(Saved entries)
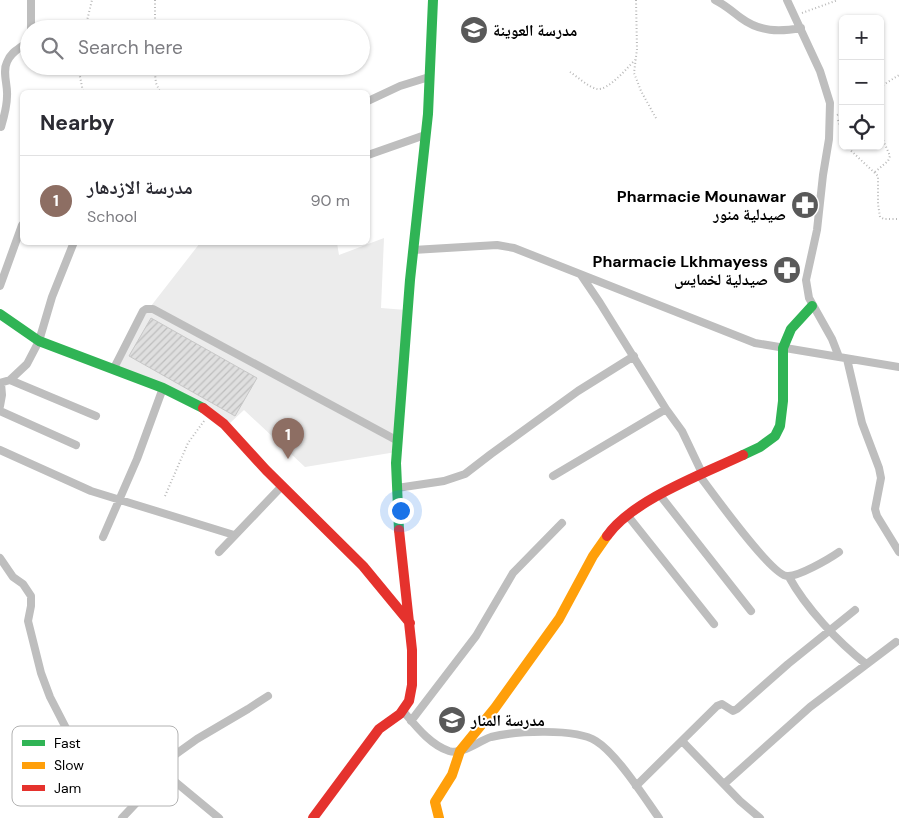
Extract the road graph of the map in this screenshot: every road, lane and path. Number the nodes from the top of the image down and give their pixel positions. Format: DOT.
graph roads {
  1 [pos="30,0"];
  2 [pos="92,0"];
  3 [pos="155,0"];
  4 [pos="433,0"];
  5 [pos="636,0"];
  6 [pos="715,0"];
  7 [pos="787,0"];
  8 [pos="838,0"];
  9 [pos="795,15"];
  10 [pos="31,20"];
  11 [pos="87,20"];
  12 [pos="155,20"];
  13 [pos="801,28"];
  14 [pos="20,48"];
  15 [pos="636,59"];
  16 [pos="570,72"];
  17 [pos="80,75"];
  18 [pos="155,75"];
  19 [pos="899,75"];
  20 [pos="429,77"];
  21 [pos="884,84"];
  22 [pos="83,90"];
  23 [pos="159,90"];
  24 [pos="370,100"];
  25 [pos="837,116"];
  26 [pos="657,120"];
  27 [pos="839,123"];
  28 [pos="1,127"];
  29 [pos="425,135"];
  30 [pos="884,142"];
  31 [pos="850,150"];
  32 [pos="370,154"];
  33 [pos="875,172"];
  34 [pos="899,219"];
  35 [pos="20,231"];
  36 [pos="73,245"];
  37 [pos="414,250"];
  38 [pos="580,274"];
  39 [pos="0,286"];
  40 [pos="812,306"];
  41 [pos="0,314"];
  42 [pos="39,341"];
  43 [pos="783,348"];
  44 [pos="634,356"];
  45 [pos="843,358"];
  46 [pos="899,367"];
  47 [pos="114,368"];
  48 [pos="10,380"];
  49 [pos="1,383"];
  50 [pos="162,388"];
  51 [pos="0,406"];
  52 [pos="666,408"];
  53 [pos="0,410"];
  54 [pos="209,413"];
  55 [pos="96,416"];
  56 [pos="398,441"];
  57 [pos="76,445"];
  58 [pos="0,450"];
  59 [pos="700,474"];
  60 [pos="553,476"];
  61 [pos="282,486"];
  62 [pos="397,488"];
  63 [pos="659,494"];
  64 [pos="165,496"];
  65 [pos="120,500"];
  66 [pos="628,516"];
  67 [pos="562,523"];
  68 [pos="234,535"];
  69 [pos="103,537"];
  70 [pos="219,552"];
  71 [pos="839,552"];
  72 [pos="899,552"];
  73 [pos="0,558"];
  74 [pos="789,577"];
  75 [pos="855,610"];
  76 [pos="751,611"];
  77 [pos="410,623"];
  78 [pos="714,624"];
  79 [pos="830,630"];
  80 [pos="896,642"];
  81 [pos="866,664"];
  82 [pos="268,696"];
  83 [pos="403,711"];
  84 [pos="411,721"];
  85 [pos="66,726"];
  86 [pos="682,741"];
  87 [pos="460,751"];
  88 [pos="178,753"];
  89 [pos="178,784"];
  90 [pos="724,784"];
  91 [pos="636,786"];
  92 [pos="133,806"];
  93 [pos="122,818"];
  94 [pos="219,818"];
  95 [pos="314,818"];
  96 [pos="439,818"];
  97 [pos="659,818"];
  98 [pos="760,818"];
  1 -- 10 [label="street"];
  2 -- 11 [label="path"];
  3 -- 12 [label="path"];
  4 -- 20 [label="street"];
  5 -- 15 [label="path"];
  6 -- 13 [label="street"];
  7 -- 9 [label="street"];
  8 -- 9 [label="path"];
  9 -- 13 [label="street"];
  13 -- 40 [label="street"];
  14 -- 28 [label="street"];
  15 -- 16 [label="path"];
  15 -- 26 [label="path"];
  17 -- 22 [label="path"];
  18 -- 23 [label="path"];
  19 -- 21 [label="path"];
  20 -- 24 [label="street"];
  20 -- 29 [label="street"];
  25 -- 27 [label="path"];
  29 -- 32 [label="street"];
  29 -- 37 [label="street"];
  30 -- 33 [label="path"];
  31 -- 33 [label="path"];
  33 -- 34 [label="path"];
  35 -- 39 [label="street"];
  36 -- 42 [label="street"];
  37 -- 38 [label="street"];
  37 -- 56 [label="street"];
  38 -- 43 [label="street"];
  38 -- 44 [label="street"];
  40 -- 43 [label="street"];
  40 -- 45 [label="street"];
  41 -- 42 [label="street"];
  42 -- 47 [label="street"];
  42 -- 48 [label="street"];
  43 -- 45 [label="street"];
  43 -- 59 [label="street"];
  44 -- 52 [label="street"];
  44 -- 62 [label="street"];
  45 -- 46 [label="street"];
  45 -- 72 [label="street"];
  47 -- 50 [label="street"];
  47 -- 56 [label="street"];
  48 -- 49 [label="street"];
  48 -- 55 [label="street"];
  49 -- 51 [label="street"];
  50 -- 54 [label="street"];
  50 -- 65 [label="street"];
  52 -- 59 [label="street"];
  52 -- 60 [label="street"];
  53 -- 57 [label="street"];
  54 -- 61 [label="street"];
  54 -- 64 [label="path"];
  56 -- 62 [label="street"];
  58 -- 65 [label="street"];
  59 -- 63 [label="street"];
  59 -- 74 [label="street"];
  61 -- 68 [label="street"];
  61 -- 77 [label="street"];
  62 -- 77 [label="street"];
  63 -- 66 [label="street"];
  63 -- 76 [label="street"];
  65 -- 68 [label="street"];
  65 -- 69 [label="street"];
  66 -- 78 [label="street"];
  66 -- 87 [label="street"];
  67 -- 84 [label="street"];
  68 -- 70 [label="street"];
  71 -- 74 [label="street"];
  73 -- 85 [label="street"];
  74 -- 79 [label="street"];
  75 -- 79 [label="street"];
  77 -- 83 [label="street"];
  79 -- 81 [label="street"];
  79 -- 86 [label="street"];
  80 -- 81 [label="street"];
  81 -- 90 [label="street"];
  82 -- 88 [label="street"];
  83 -- 84 [label="street"];
  83 -- 95 [label="street"];
  84 -- 87 [label="street"];
  86 -- 90 [label="street"];
  86 -- 91 [label="street"];
  87 -- 91 [label="street"];
  87 -- 96 [label="street"];
  89 -- 94 [label="street"];
  90 -- 98 [label="street"];
  91 -- 97 [label="street"];
  92 -- 93 [label="street"];
}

- TASK: A single number is the answer: how many lines of the entries above contain "graph"?

- ANSWER AREA: 2